Outgrowing cron: what's the next scheduler?

Solution 1:

Condor, OGE, and Torque can all get you there but only Condor has built-in dependency management with it's DAGMan tool. DAGMan lets you set up a directed, acyclic graph that describes your work flow and the manager takes care of moving through jobs in your workflow and evaluating pass/fail results at each step in the flow. Condor is relatively platform agnostic, which means DAGMan is too, and you can certainly have one child step run on AIX when the parent ran on Linux or Windows. DAGMan isn't concerned with where jobs run, just that exit codes are pass or fail.

Any tips for choosing the software or whether it is better to go open source or commercial?

With some caveats I think the free communities in this space are well worth looking at.

OGE is in a weird space now. It's no longer free to run the Oracle-produced GE variant and Oracle is no longer contributing code it writes back to the GE SCC, but there are several forks of the code that exist that are trying to soldier on as free, open source projects. Univa in particular has lead the charge, hiring ex-Sun GE devs to continue to work on an open source, freely available GE variant. Grid Engine has two things going for it: it's easy to setup, it can handle short running (<2 minute) jobs without imparting a lot of scheduling overhead on the jobs that slows down throughput. It's big downside is there is not very good support for Windows. Some of us put some efforts in to porting it to run on Cygwin many years ago, but it's not as good as native that's for sure.

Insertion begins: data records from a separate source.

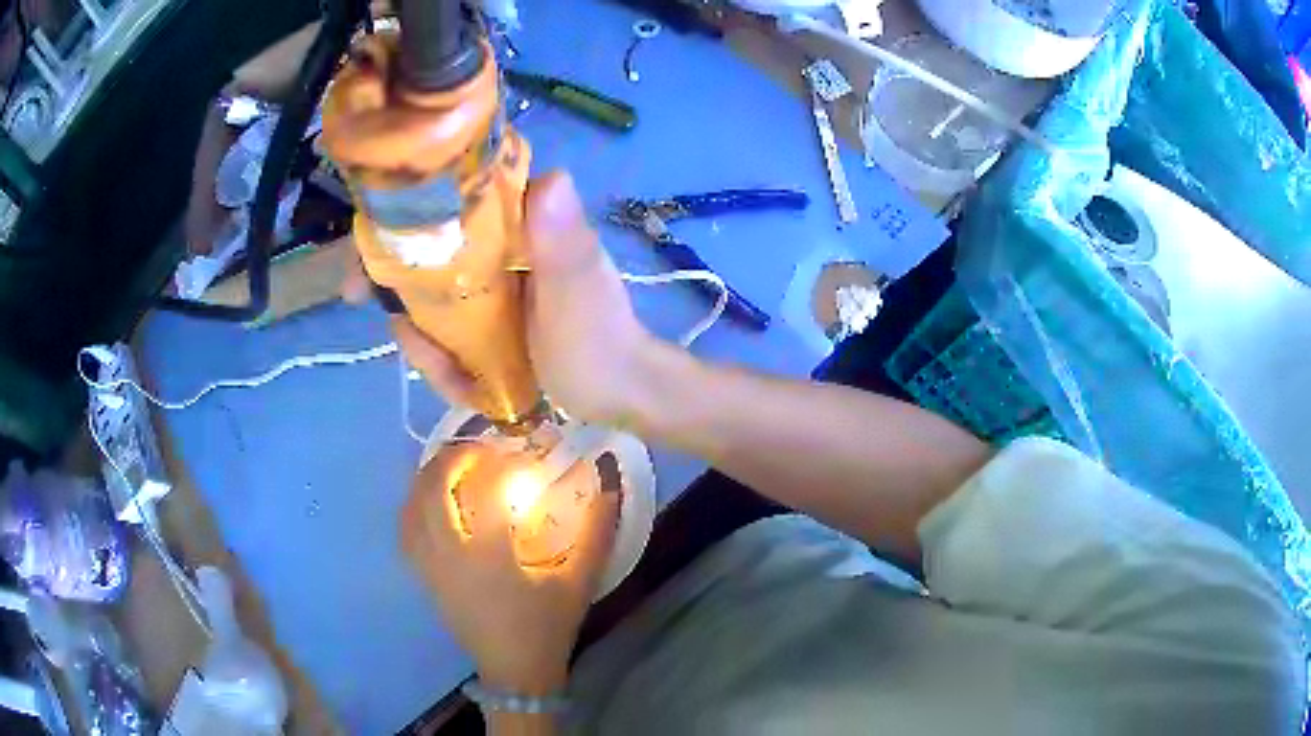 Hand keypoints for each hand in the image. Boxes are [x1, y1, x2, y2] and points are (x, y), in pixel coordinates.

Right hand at [366, 172, 656, 423]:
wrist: (620, 393)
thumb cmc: (600, 340)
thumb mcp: (578, 291)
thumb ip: (563, 242)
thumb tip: (551, 178)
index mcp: (520, 226)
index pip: (449, 207)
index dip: (399, 228)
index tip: (364, 263)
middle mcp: (500, 249)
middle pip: (427, 257)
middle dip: (395, 290)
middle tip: (374, 321)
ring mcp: (493, 290)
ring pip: (433, 302)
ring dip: (425, 340)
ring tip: (446, 372)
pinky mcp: (492, 324)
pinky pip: (451, 336)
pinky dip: (446, 362)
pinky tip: (463, 385)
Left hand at [401, 441, 620, 693]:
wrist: (515, 672)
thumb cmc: (547, 627)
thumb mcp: (579, 581)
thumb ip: (597, 531)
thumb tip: (607, 482)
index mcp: (490, 556)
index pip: (487, 490)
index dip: (503, 462)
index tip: (521, 454)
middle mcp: (450, 555)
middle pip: (433, 489)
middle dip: (453, 458)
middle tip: (480, 449)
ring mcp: (430, 567)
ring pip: (411, 507)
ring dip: (429, 477)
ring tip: (454, 466)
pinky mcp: (423, 577)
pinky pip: (406, 530)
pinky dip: (415, 505)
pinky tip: (434, 501)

Now Condor is my favourite of the three technologies you mentioned. There's a strong community around Condor and the software is very mature (>20 years old now). Native Windows and POSIX OS support means it runs all over the place very well. The aforementioned DAGMan is just one of the many great pieces that come with Condor. It can be a touch complicated to set up, but once it's up and running it's rock solid. It has an incredibly flexible language for doing job <-> machine matching and building your use rules for your resources. It also supports dynamic provisioning on machines, letting jobs select how much of machines resources they need and then re-advertising the difference as being still available. It supports global resource counters so you can constrain against things like software licenses. And of course, it has DAGMan, which is an incredibly powerful tool for workflow management. The downside to Condor is the scheduling overhead for short-running jobs can be burdensome. You want jobs that run longer than 2 minutes ideally, otherwise scheduling starts to become a big part of the job's time in the system.

Torque is a little more niche. I know less about it I'm afraid. It compares more to Grid Engine than Condor. There are paid add-ons that @warren mentioned that can expand what the basic, free Torque can do.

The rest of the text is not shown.